Itie : les dessous de l’échec gabonais
Le pays, l’un des premiers à s’être engagé, a été radié de l’organisation. Une décision qui sanctionne la baisse de mobilisation des autorités ces dernières années.
l’État gabonais s’était engagé dans l’Initiative pour la transparence dans les industries extractives (Itie) dès 2004. Mais, après le décès du président Omar Bongo Ondimba et l’accession au pouvoir de son fils Ali, en 2009, les efforts s’étaient relâchés. « Le secrétariat de l’Itie et la société civile n’ont pas assez fait oeuvre de pédagogie auprès du nouveau régime », regrette le congolais Christian Mounzeo, coordinateur de la coalition Publiez ce que vous payez. Progressivement, les échanges se sont tendus entre les représentants du gouvernement et la société civile, menée par le bouillonnant Marc Ona Essangui, représentant local de Publiez ce que vous payez. « Les autorités l’ont considéré comme un opposant politique et ont cherché à l’isoler, mettant en danger toute la démarche », poursuit Mounzeo.
Le gouvernement n’a misé « que sur la communication auprès des populations et la diplomatie à l’international, en oubliant le principal : un pays n’est jugé conforme que s’il met en place un groupe de travail tripartite [associant État, compagnies et société civile, NDLR] fonctionnel. Or la société civile et une partie des entreprises en ont été exclues », fustige Marc Ona Essangui. De fait, des groupes comme BHP Billiton (présent dans le manganèse) n’ont même pas été sollicités. « Le gouvernement avait levé le pied sur l’Itie depuis six mois », confirme une source proche du dossier. Même constat à la Compagnie minière de l’Ogooué (Comilog), première société du pays dans le secteur.

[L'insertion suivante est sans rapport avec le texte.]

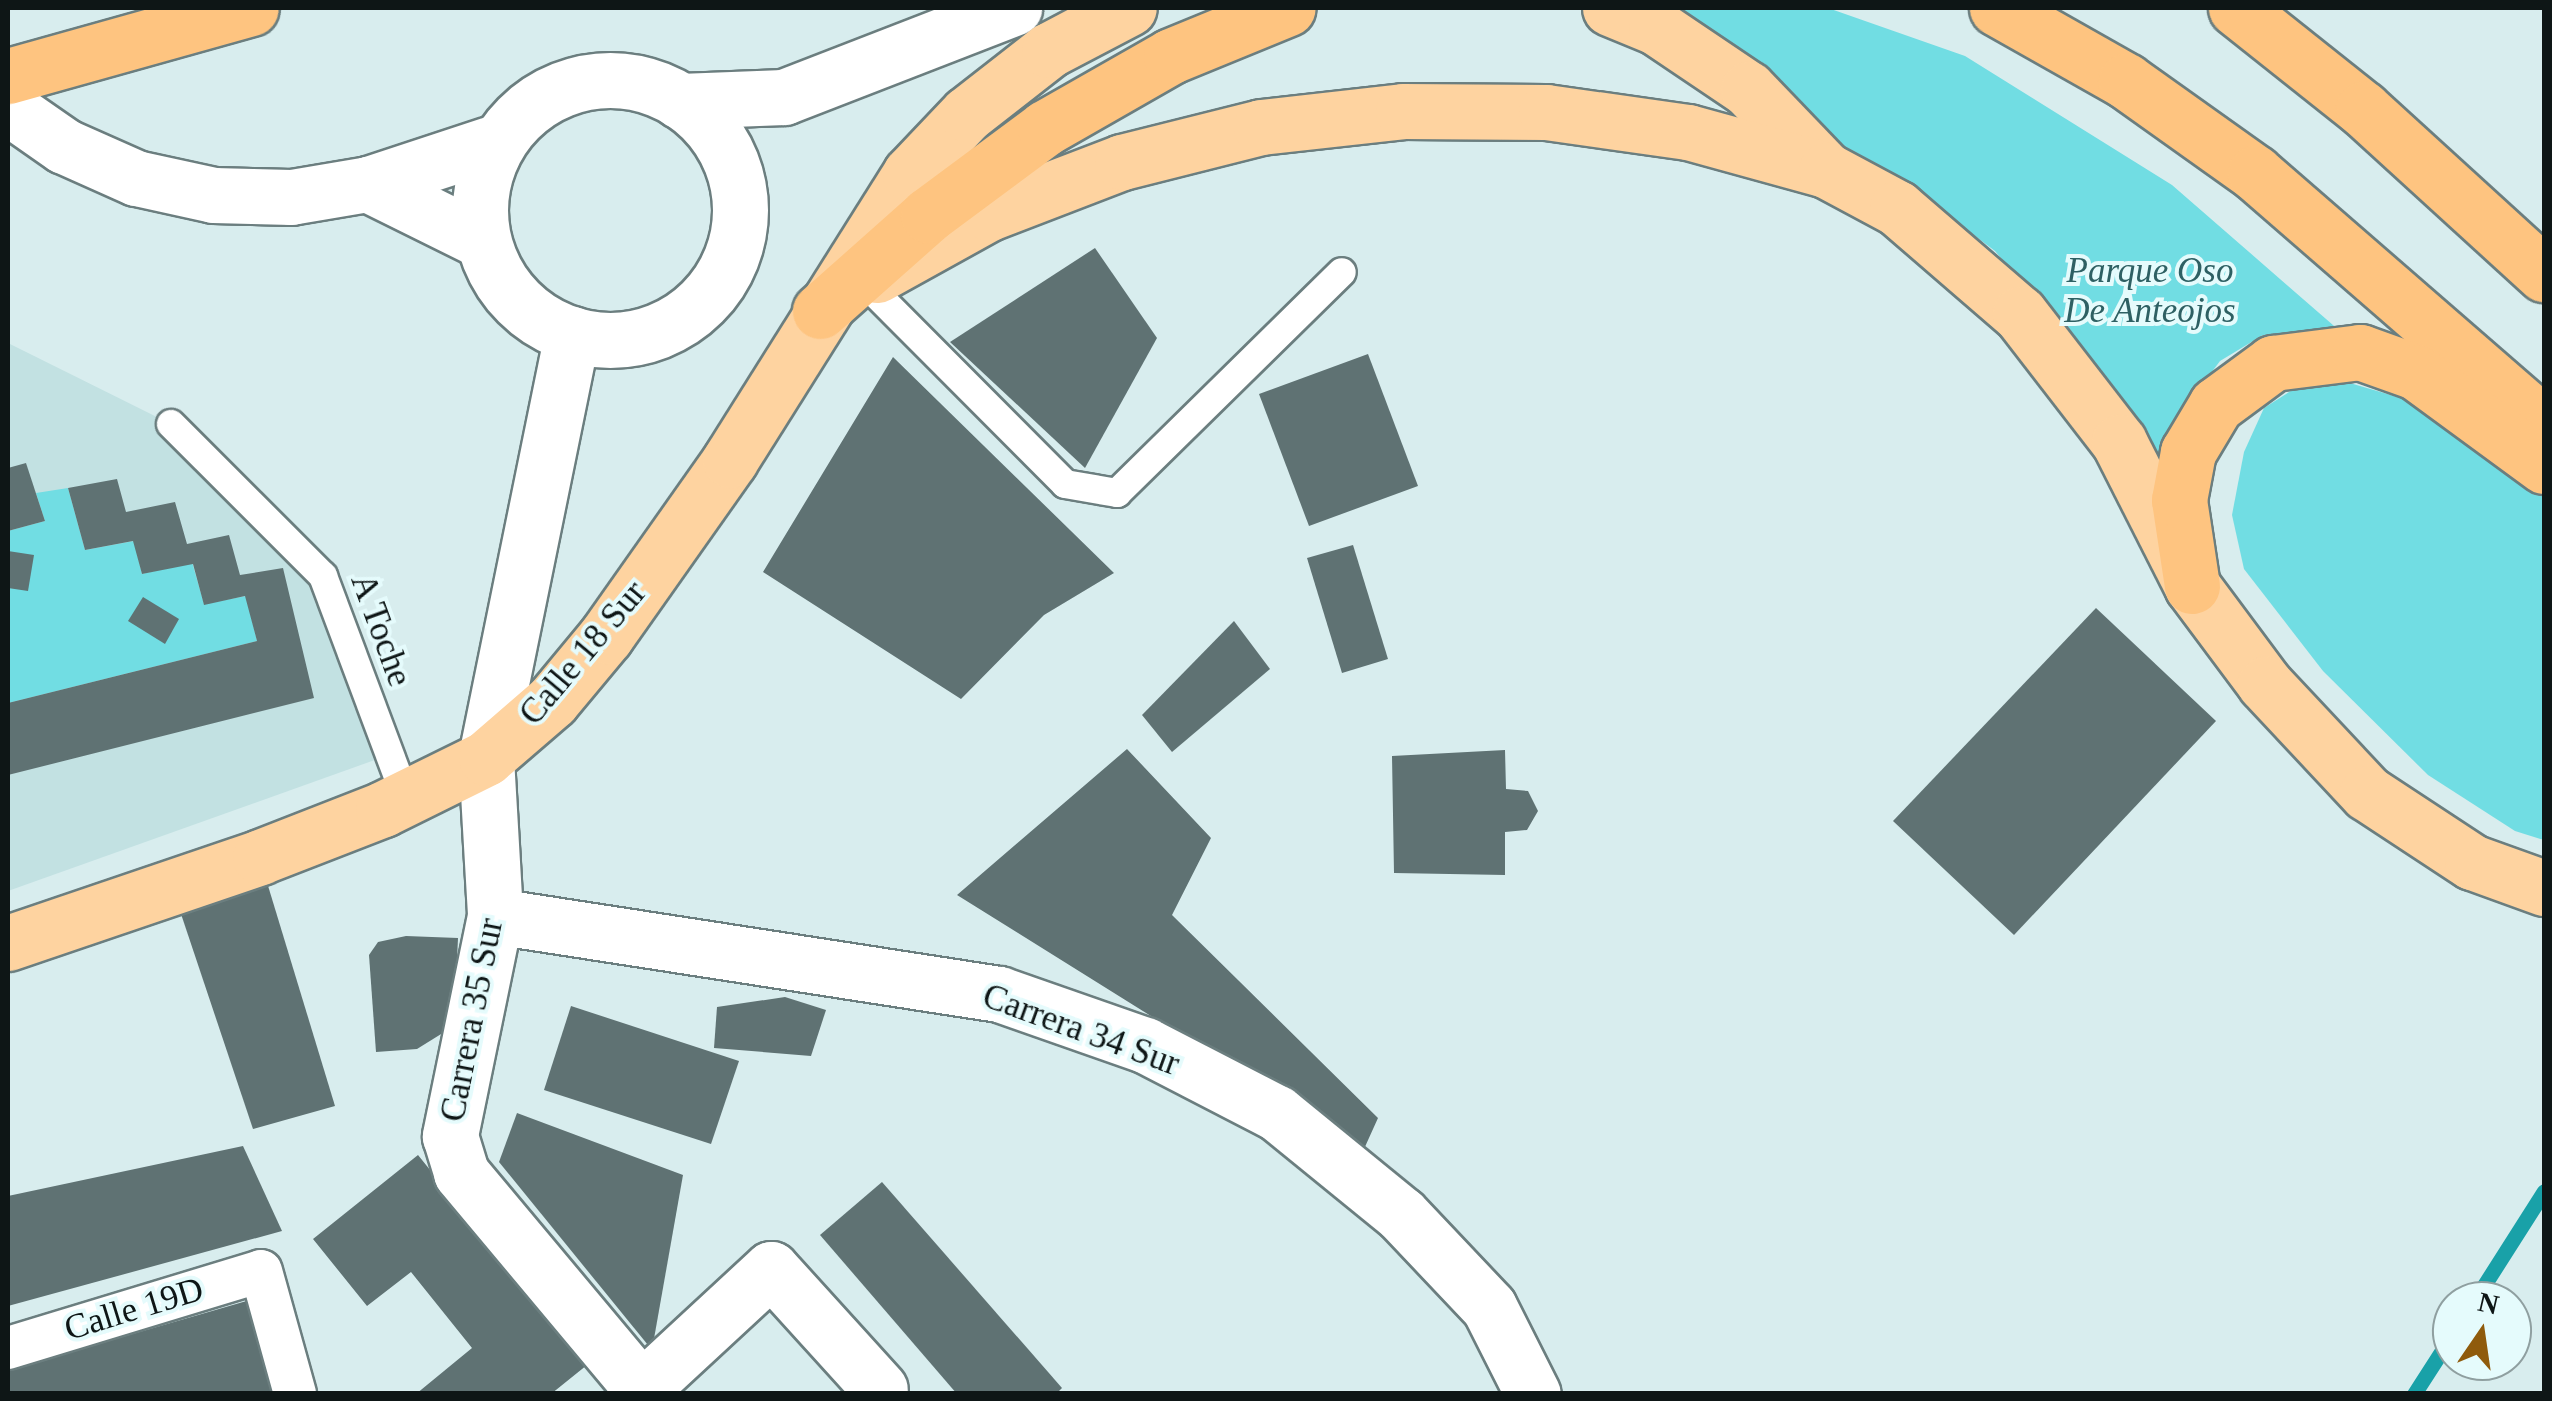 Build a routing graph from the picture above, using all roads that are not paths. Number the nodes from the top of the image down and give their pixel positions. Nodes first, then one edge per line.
1 (251, 8) edge
2 (1014, 8) edge
3 (1048, 8) edge
4 (1129, 8) edge
5 (1288, 8) edge
6 (1610, 8) edge
7 (1955, 8) edge
8 (1997, 8) edge
9 (2236, 8) edge
10 (2064, 43) junction
11 (8, 76) edge
12 (784, 97) junction
13 (680, 100) junction
14 (8, 108) edge
15 (967, 114) junction
16 (499, 141) junction
17 (1826, 170) junction
18 (368, 184) junction
19 (740, 192) junction
20 (483, 242) junction
21 (1342, 272) dead end
22 (2544, 274) edge
23 (842, 296) junction
24 (572, 334) junction
25 (172, 424) dead end
26 (2544, 424) edge
27 (2544, 466) edge
28 (2192, 586) junction
29 (486, 758) junction
30 (406, 798) junction
31 (2544, 888) edge
32 (495, 916) junction
33 (8, 943) edge
34 (8, 1348) edge
35 (880, 1389) dead end
36 (641, 1392) edge
37 (295, 1394) edge
38 (1532, 1394) edge

1 - 11 highway
2 - 12 street
3 - 15 street
4 - 15 main road, Calle 18 Sur
5 - 23 highway
6 - 17 main road
7 - 10 highway
8 - 10 highway
9 - 22 highway
10 - 26 highway
12 - 13 street
12 - 19 street
13 - 16 street
13 - 19 street
14 - 18 street
15 - 23 main road, Calle 18 Sur
16 - 18 street
16 - 20 street
17 - 23 main road
17 - 28 main road
18 - 20 street
19 - 24 street
20 - 24 street
21 - 23 lane
23 - 29 main road, Calle 18 Sur
24 - 29 street, Carrera 35 Sur
25 - 30 lane, A Toche
27 - 28 highway
28 - 31 main road
29 - 30 main road, Calle 18 Sur
29 - 32 street, Carrera 35 Sur
30 - 33 main road, Calle 18 Sur
32 - 36 street, Carrera 35 Sur
32 - 38 street, Carrera 34 Sur
34 - 37 street, Calle 19D
35 - 36 street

Certains groupes, dont BHP Billiton, n’ont pas été associés au processus par Libreville.
Date limite
Contacté par Jeune Afrique, Hyacinthe Mounguengui Mouckaga, vice-président du groupe d’intérêt national, affirmait « ne pas être au courant du motif de la décision de l’Itie », pourtant clairement exprimé par la présidente de l’Initiative, Clare Short, dans un courrier adressé le 3 mars à Ali Bongo Ondimba : le pays avait dépassé la date limite de publication de son rapport, alors qu’il avait déjà obtenu un délai de dix-huit mois.
Dans un e-mail adressé à la présidence le 7 mars, le secrétaire général de l’Itie, Jonas Moberg, a invité le pays à faire une évaluation complète des dysfonctionnements pour en tirer les leçons. Selon Tim Bittiger, directeur régional du secrétariat de l’Itie pour les pays d’Afrique francophone, « il est peu probable que le Gabon puisse adhérer de nouveau à l’Itie avant deux ans ».
Cela ne serait cependant plus une priorité pour le gouvernement, assure un cadre minier occidental actif à Libreville. Car les multinationales déjà présentes ne partiront pas. Et le mégaprojet minier de fer de Belinga ne démarrera pas avant deux ans. « Pour les plus petits projets, le Gabon peut toujours trouver des investisseurs, asiatiques notamment, peu désireux de faire oeuvre de transparence », estime-t-il.